Death Notifications
Go into the process of notifying others about the death of your loved one knowing that it will be emotional and hard but that you are capable and will get through it. Try and take it one person at a time and don’t put a time limit on it because you should be available to comfort the person you are telling.
Community:
The obituary is a good way to let the greater community know that someone has passed. Also remembrance posts on social media (similar information to an obituary) will also help spread the word. But be prepared once the information is out it will naturally spread, so be prepared for condolences.

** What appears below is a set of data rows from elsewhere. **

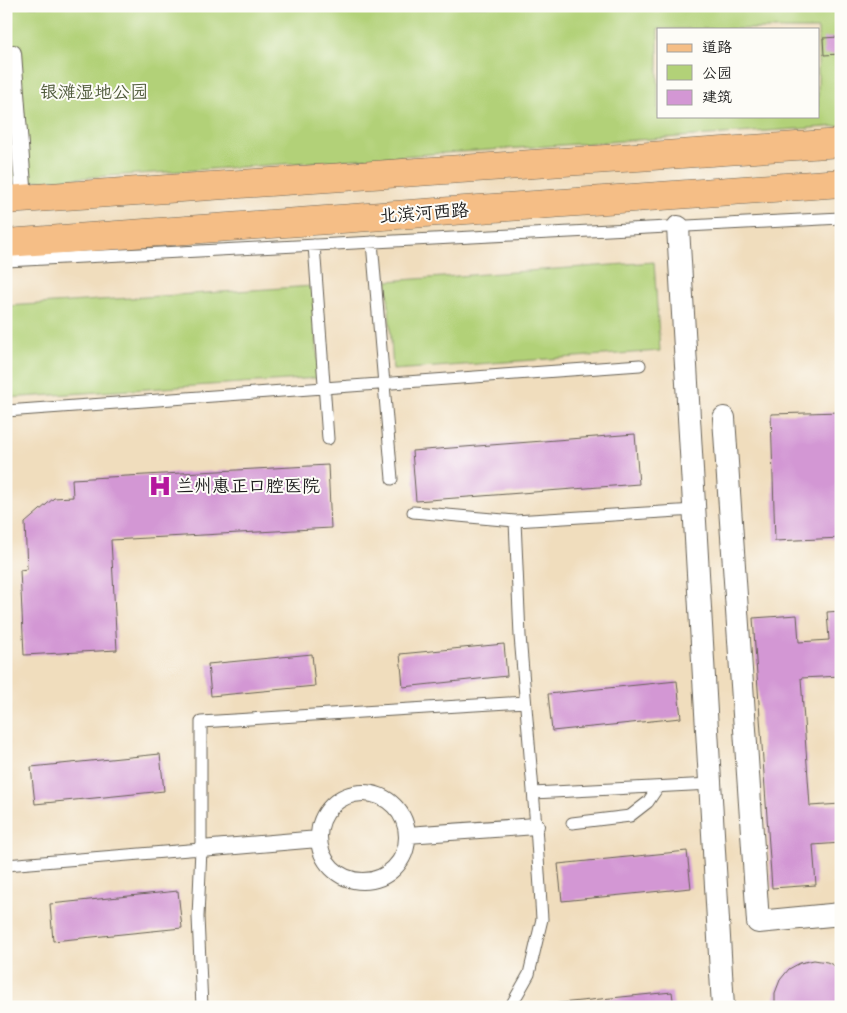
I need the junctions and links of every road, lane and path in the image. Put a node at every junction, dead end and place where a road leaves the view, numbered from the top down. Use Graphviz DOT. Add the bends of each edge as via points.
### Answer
graph roads {
  1 [pos="13,53"];
  2 [pos="841,143"];
  3 [pos="841,182"];
  4 [pos="15,200"];
  5 [pos="841,218"];
  6 [pos="678,227"];
  7 [pos="372,242"];
  8 [pos="6,243"];
  9 [pos="314,245"];
  10 [pos="6,261"];
  11 [pos="640,365"];
  12 [pos="384,384"];
  13 [pos="324,388"];
  14 [pos="6,411"];
  15 [pos="724,418"];
  16 [pos="328,439"];
  17 [pos="392,479"];
  18 [pos="695,510"];
  19 [pos="414,512"];
  20 [pos="515,520"];
  21 [pos="525,702"];
  22 [pos="711,784"];
  23 [pos="658,787"];
  24 [pos="533,792"];
  25 [pos="572,823"];
  26 [pos="536,826"];
  27 [pos="407,835"];
  28 [pos="318,839"];
  29 [pos="201,849"];
  30 [pos="6,865"];
  31 [pos="841,914"];
  32 [pos="202,1007"];
  33 [pos="510,1007"];
  34 [pos="723,1007"];
  1 -- 4 [label="street"];
  2 -- 4 [label="main road"];
  3 -- 8 [label="main road, 北滨河西路"];
  5 -- 6 [label="lane"];
  6 -- 7 [label="lane"];
  6 -- 18 [label="street"];
  7 -- 9 [label="lane"];
  7 -- 12 [label="lane"];
  9 -- 10 [label="lane"];
  9 -- 13 [label="lane"];
  11 -- 12 [label="lane"];
  12 -- 13 [label="lane"];
  12 -- 17 [label="lane"];
  13 -- 14 [label="lane"];
  13 -- 16 [label="lane"];
  15 -- 31 [label="street" via="758,922"];
  18 -- 20 [label="lane"];
  18 -- 22 [label="street"];
  19 -- 20 [label="lane"];
  20 -- 21 [label="lane"];
  21 -- 24 [label="lane"];
  21 -- 29 [label="lane" via="201,722"];
  22 -- 23 [label="lane"];
  22 -- 34 [label="street"];
  23 -- 24 [label="lane"];
  23 -- 25 [label="lane" via="648,802 630,816"];
  24 -- 26 [label="lane"];
  26 -- 27 [label="street"];
  26 -- 33 [label="lane" via="542,919 529,974"];
  27 -- 28 [label="street" via="403,818 392,804 377,795 360,793 344,797 330,808 321,822"];
  27 -- 28 [label="street" via="404,852 396,866 382,877 365,881 348,879 333,870 323,856"];
  28 -- 29 [label="street"];
  29 -- 30 [label="lane"];
  29 -- 32 [label="lane" via="198,917"];
}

Others(loved one’s and friends):
Meet the person face to face to have the conversation if possible. If not facetime is better than a call, anything to make it more personal. Be ready to give them the support they need and be as empathetic as possible, understand that everyone reacts and grieves in different ways so don’t be judgemental. Make the moment about them and just be there to listen. Avoid talking about yourself, giving advice, and telling stories. They aren’t in the headspace to take other information in, so just give them time to process it and be there if they need someone. Link them to resources if they need them and see if they want to be involved in any of the post-death processes like going through the loved one's stuff or planning the funeral services.
Kids:
Tell them in a quiet and safe place, be very patient, empathic and truthful. Make sure they are paying attention and tell them in clear simple terms (use constant language and “death/died” instead of “passed away” or “lost”) and then allow them time to process it. Make sure you are also speaking slowly and being honest. Explain to them the possible emotions they might feel and give them reassurance that they did nothing wrong and you are there to support them. Be ready to give them support and answer any questions but don’t smother them so they are able to fully process the information. It can also help to lead by example and grieve in front of them and with them. If you feel they need it you can also link them to resources and professionals.